In total, 36 (8%) out of the 451 patients suffered from VTE. A total of 12 (2.7%) patients were confirmed with deep venous thrombosis (DVT). Two patients (0.4%) were identified with pulmonary embolism (PE). Twenty-two (4.9%) patients were suffered from superficial venous thrombosis.

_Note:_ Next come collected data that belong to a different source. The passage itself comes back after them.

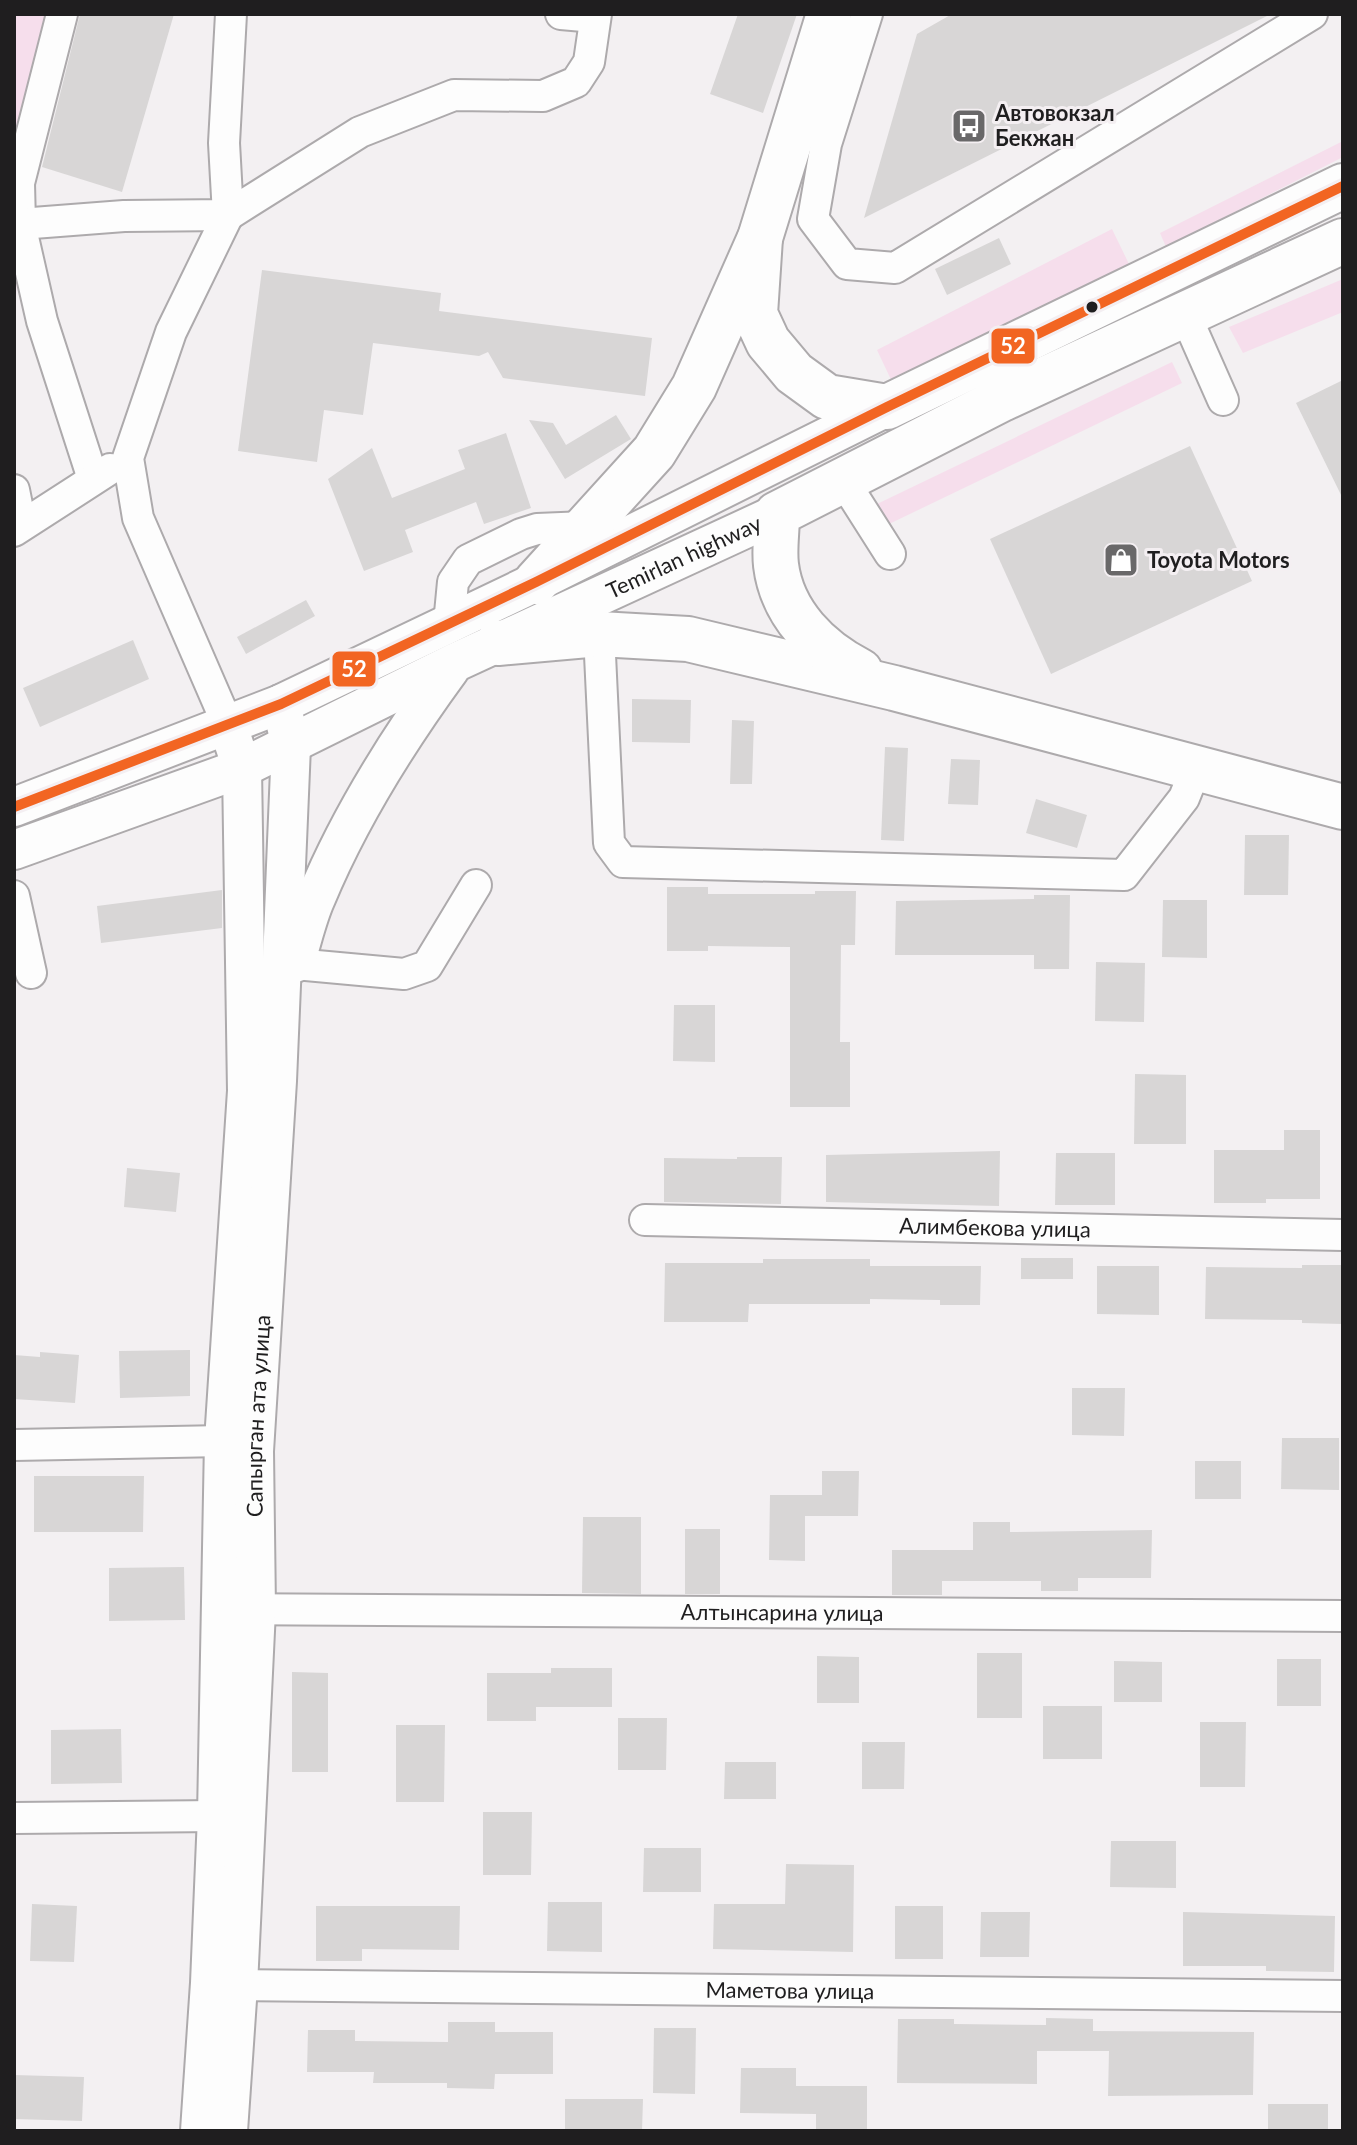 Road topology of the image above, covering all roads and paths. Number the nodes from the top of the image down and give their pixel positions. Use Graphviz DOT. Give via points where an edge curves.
graph roads {
  1 [pos="62,14"];
  2 [pos="231,14"];
  3 [pos="561,14"];
  4 [pos="829,14"];
  5 [pos="867,14"];
  6 [pos="1312,14"];
  7 [pos="596,16"];
  8 [pos="1343,186"];
  9 [pos="228,215"];
  10 [pos="20,224"];
  11 [pos="760,238"];
  12 [pos="1343,241"];
  13 [pos="1185,314"];
  14 [pos="1223,400"];
  15 [pos="887,407"];
  16 [pos="128,458"];
  17 [pos="93,479"];
  18 [pos="843,480"];
  19 [pos="14,490"];
  20 [pos="777,514"];
  21 [pos="586,527"];
  22 [pos="18,528"];
  23 [pos="890,554"];
  24 [pos="536,582"];
  25 [pos="449,624"];
  26 [pos="599,634"];
  27 [pos="498,643"];
  28 [pos="454,663"];
  29 [pos="894,688"];
  30 [pos="281,704"];
  31 [pos="227,723"];
  32 [pos="291,746"];
  33 [pos="242,768"];
  34 [pos="1196,768"];
  35 [pos="14,807"];
  36 [pos="1343,807"];
  37 [pos="14,850"];
  38 [pos="476,885"];
  39 [pos="14,896"];
  40 [pos="295,964"];
  41 [pos="31,973"];
  42 [pos="280,1015"];
  43 [pos="645,1220"];
  44 [pos="1343,1235"];
  45 [pos="224,1441"];
  46 [pos="14,1445"];
  47 [pos="238,1609"];
  48 [pos="1343,1616"];
  49 [pos="217,1816"];
  50 [pos="14,1818"];
  51 [pos="238,1985"];
  52 [pos="1343,1996"];
  53 [pos="200,2131"];
  54 [pos="228,2131"];
  1 -- 10 [label="street" via="19,183"];
  2 -- 9 [label="street" via="224,143"];
  3 -- 7 [label="street"];
  4 -- 11 [label="highway"];
  5 -- 6 [label="street" via="826,144 813,219 847,264 895,268"];
  7 -- 9 [label="street" via="589,62 576,82 543,96 454,95 360,132"];
  8 -- 15 [label="highway"];
  9 -- 10 [label="street"];
  9 -- 16 [label="street" via="171,332"];
  10 -- 17 [label="street" via="42,321"];
  11 -- 15 [label="highway" via="755,314 768,342 794,373 827,397"];
  11 -- 21 [label="highway" via="694,387 654,452"];
  12 -- 13 [label="highway, Temirlan highway"];
  13 -- 14 [label="street"];
  13 -- 18 [label="highway, Temirlan highway"];
  15 -- 24 [label="main road"];
  16 -- 17 [label="street"];
  16 -- 31 [label="street" via="138,518"];
  17 -- 22 [label="street"];
  18 -- 20 [label="highway, Temirlan highway"];
  18 -- 23 [label="street"];
  19 -- 22 [label="street"];
  20 -- 27 [label="main road, Temirlan highway"];
  20 -- 29 [label="highway" via="776,565 804,630 840,661"];
  21 -- 24 [label="highway"];
  21 -- 25 [label="street" via="537,529 468,560 453,582"];
  24 -- 25 [label="main road"];
  25 -- 30 [label="main road"];
  26 -- 27 [label="highway"];
  26 -- 29 [label="highway" via="688,639"];
  26 -- 34 [label="street" via="609,843 623,862 1124,875 1184,798"];
  27 -- 28 [label="main road, Temirlan highway"];
  28 -- 32 [label="main road, Temirlan highway"];
  28 -- 40 [label="main road" via="413,719 350,826 314,900"];
  29 -- 34 [label="highway"];
  30 -- 31 [label="main road"];
  30 -- 32 [label="main road, Сапырган ата улица"];
  31 -- 33 [label="main road, Сапырган ата улица"];
  31 -- 35 [label="main road"];
  32 -- 33 [label="main road, Temirlan highway"];
  32 -- 42 [label="main road, Сапырган ата улица"];
  33 -- 37 [label="main road, Temirlan highway"];
  33 -- 45 [label="main road, Сапырган ата улица" via="247,1091"];
  34 -- 36 [label="highway"];
  38 -- 40 [label="street" via="427,966 404,974"];
  39 -- 41 [label="street"];
  40 -- 42 [label="main road"];
  42 -- 47 [label="main road, Сапырган ата улица" via="254,1451"];
  43 -- 44 [label="street, Алимбекова улица"];
  45 -- 46 [label="street"];
  45 -- 47 [label="main road, Сапырган ата улица"];
  47 -- 48 [label="street, Алтынсарина улица"];
  47 -- 49 [label="main road, Сапырган ата улица"];
  47 -- 51 [label="main road, Сапырган ата улица"];
  49 -- 50 [label="street"];
  49 -- 53 [label="main road, Сапырган ата улица"];
  51 -- 52 [label="street, Маметова улица"];
  51 -- 54 [label="main road, Сапырган ата улица"];
}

Furthermore, according to the results of multivariate stepwise logistic regression analysis, having a history of VTE (adjusted odds ratio [aOR] = 10.980, 95% CI = 2.265–53.223), complicated with postoperative bladder hematoma (aOR = 6.302, 95% CI = 2.265–17.532), D-dimer >1.25 mg/L (aOR = 4.402, 95% CI = 1.798–10.774), and age >65 (aOR = 3.106, 95% CI = 1.084–8.893) were independent risk factors of VTE after TURP. In addition, the nomogram prediction model is a useful auxiliary prevention tool of VTE.

Conclusion

The incidence of VTE is severely underestimated in patients following TURP. A lot of asymptomatic VTEs have been overlooked. Early detection and diagnosis of VTE are essential. Nevertheless, further verifications based on the results of large-scaled studies are still needed.